スマートフォンネイティブが見ている世界

10代女子にとってMERYは「インスタ+等身大ニーズ」

 11月21日は、10〜20代女子がネットで大騒ぎだった。多くの人が喜んだ「どうぶつの森ポケット」の配信開始ではない。それよりも10代女子の間で話題だったのは、「Zipper」の休刊と「MERY」の再開だ。

 信頼性などに難があるとして、医療情報サイト「WELQ」をはじめDeNAのキュレーションメディアが相次いで閉鎖したのは昨年末のことだ。MERYも、2016年12月に一度閉鎖していた。

 MERYを運営していたペロリの発表によると、2016年11月当時で月間4億PV、ユニークユーザー数は2000万人以上だった。10代女子の多くは当時「暇な時はMERY見てる。女子力高める系の情報は全部MERYで取る」と言っており、閉鎖により“MERYロス”に陥るユーザーは多かった。

 Zipperは青文字系として知られる10代後半向けのファッション誌だった。同じ日に、1993年から続いていた時代を代表する雑誌の1つだったZipperが休刊し、スマホで楽しめる女子向けメディアのMERYが復活したのは、時代を象徴することと言える。

 2017年8月に、小学館とDeNAが出資する共同出資会社「MERY株式会社」が設立された。公認ライター制を採用し、すべての記事は校閲・編集部の二重チェック後に公開とするなど、小学館主導で信頼あるコンテンツ作りを目指しての再開となる。

 10代女子を語る上で絶対はずせないのが、MERYの人気の理由だ。MERY復活に対する反応と現状、今後を予想するとともに、MERYが10代女子に圧倒的支持を受けた理由についても合わせて考えてみたい。

MERY再開には賛否両論

 MERYの復活に対する声は、Twitterやアプリの感想などに多数あげられている。

「アプリを消さないで復活をずっと待っていた」
「毎日欠かさず見ていたので復活が嬉しい」
「また生活を『かわいい』でいっぱいにしてほしい」
「似たようなアプリの中で一番好きです」
「復活おめでとう。もう消えないで」

 などの絶賛コメントが並び、MERY信者の愛に圧倒される。一方、再開に違和感を唱えるコメントも少なくない。

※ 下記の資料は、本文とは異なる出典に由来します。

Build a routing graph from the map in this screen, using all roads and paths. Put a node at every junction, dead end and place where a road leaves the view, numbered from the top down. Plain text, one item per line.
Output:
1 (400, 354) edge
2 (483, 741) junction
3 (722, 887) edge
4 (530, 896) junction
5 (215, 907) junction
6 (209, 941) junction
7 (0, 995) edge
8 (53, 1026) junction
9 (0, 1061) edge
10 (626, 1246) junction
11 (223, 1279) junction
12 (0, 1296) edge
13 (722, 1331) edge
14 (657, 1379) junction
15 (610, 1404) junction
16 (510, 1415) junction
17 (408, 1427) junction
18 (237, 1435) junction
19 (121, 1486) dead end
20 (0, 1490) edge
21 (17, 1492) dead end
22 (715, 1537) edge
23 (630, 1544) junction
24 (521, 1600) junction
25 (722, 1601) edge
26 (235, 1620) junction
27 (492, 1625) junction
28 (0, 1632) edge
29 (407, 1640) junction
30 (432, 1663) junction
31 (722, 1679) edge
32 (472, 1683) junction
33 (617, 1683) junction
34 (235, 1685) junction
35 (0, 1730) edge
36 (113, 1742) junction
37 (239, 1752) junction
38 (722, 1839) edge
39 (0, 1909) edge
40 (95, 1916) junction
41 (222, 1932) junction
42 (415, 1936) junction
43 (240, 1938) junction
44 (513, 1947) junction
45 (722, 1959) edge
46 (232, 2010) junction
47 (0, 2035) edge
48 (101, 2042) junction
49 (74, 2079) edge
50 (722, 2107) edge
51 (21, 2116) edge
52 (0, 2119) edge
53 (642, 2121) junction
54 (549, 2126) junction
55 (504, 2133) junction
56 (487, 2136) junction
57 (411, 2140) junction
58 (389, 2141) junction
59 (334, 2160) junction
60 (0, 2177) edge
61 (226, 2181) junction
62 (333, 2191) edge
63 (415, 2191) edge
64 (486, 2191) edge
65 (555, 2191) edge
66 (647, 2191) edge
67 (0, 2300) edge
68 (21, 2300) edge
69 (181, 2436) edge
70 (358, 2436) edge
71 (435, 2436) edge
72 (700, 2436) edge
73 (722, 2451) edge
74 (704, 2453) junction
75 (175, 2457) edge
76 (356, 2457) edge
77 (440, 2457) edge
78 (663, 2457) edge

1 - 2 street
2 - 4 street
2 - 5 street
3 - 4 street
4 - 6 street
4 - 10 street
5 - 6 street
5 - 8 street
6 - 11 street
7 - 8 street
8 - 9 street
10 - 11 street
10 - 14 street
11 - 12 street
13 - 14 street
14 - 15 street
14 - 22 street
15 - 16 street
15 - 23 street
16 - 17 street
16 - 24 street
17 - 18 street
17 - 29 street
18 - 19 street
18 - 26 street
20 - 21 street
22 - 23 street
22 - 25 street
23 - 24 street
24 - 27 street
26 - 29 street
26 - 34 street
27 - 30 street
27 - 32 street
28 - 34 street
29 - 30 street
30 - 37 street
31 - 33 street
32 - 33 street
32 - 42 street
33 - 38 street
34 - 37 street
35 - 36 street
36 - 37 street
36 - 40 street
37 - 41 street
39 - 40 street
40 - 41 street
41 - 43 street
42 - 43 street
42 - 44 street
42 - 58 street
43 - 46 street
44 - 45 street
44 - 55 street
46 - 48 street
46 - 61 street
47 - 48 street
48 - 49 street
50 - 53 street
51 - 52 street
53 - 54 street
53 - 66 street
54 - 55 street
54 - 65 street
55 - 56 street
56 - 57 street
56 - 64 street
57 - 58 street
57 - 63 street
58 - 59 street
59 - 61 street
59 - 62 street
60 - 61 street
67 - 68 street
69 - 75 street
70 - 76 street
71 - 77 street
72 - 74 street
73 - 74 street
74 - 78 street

「前とほとんど変わらないんだけどどこか違うような…」
「喜んでダウンロードしたけどまだ見てなかった」
「ない時間が長すぎてほかのアプリでもよくなってた」

 時間があきすぎた、他のアプリが入り込んだなどは仕方がない。しかし、ポイントとなるのはどこか違うという「違和感」だ。

MERY=インスタ+等身大ニーズの情報

 大人がMERYのサイトやアプリを見れば、そのキラキラ感に圧倒されるだろう。ピンク基調でキラキラしたものがあふれており、画像が多く情報が多いところが特徴だ。

 多くの読者たちは、

「このアプリの記事を読むと女の子になれる。魔法のアプリ!」
「見ているだけで女子力上がる気がする」
「とにかく可愛い。癒される…」

 と言って支持している。

 詳しく見てみると、画像は撮り下ろしではなくInstagramからの引用がほとんど。文章は非常に短く添え物として程度であり、Instagramの説明文程度という状態だ。アプリで見る層が多いと考えられるので、スマホ最適化を目指した結果だろう。

 Instagramの写真掲載は、以前とは違い一般ユーザーに掲載許可を取っている。

「MERYから掲載許可がきてた、嬉しい」
「インスタ写真をMERYに載せていただいた。連絡きたときから嬉しかったけどやっぱり嬉しい!」
「MERYに私の撮った写真が載ってる。すご!」

 という声はあちこちから上がっている。

 知り合いの女子大生も、「MERYデビューでテンション上がってます。インスタがんばっておいてよかった。やっぱりMERY大好きだしみんな羨ましがってる」と言っていた。MERYに選んでもらえたということは、自分の世界観が間違っていないことの証であり、女子力を保証されたことでもあるからだ。

 MERYはターゲットとなる10〜20代女子のInstagramアカウントのリアルな投稿写真を掲載している。つまり、ビジュアル的にはInstagramアカウントを見ている状態となり、加えてテーマごとに編集されているので、等身大情報を効率的に得られるという“いいとこ取り状態”となるわけだ。これがMERY支持の正体だ。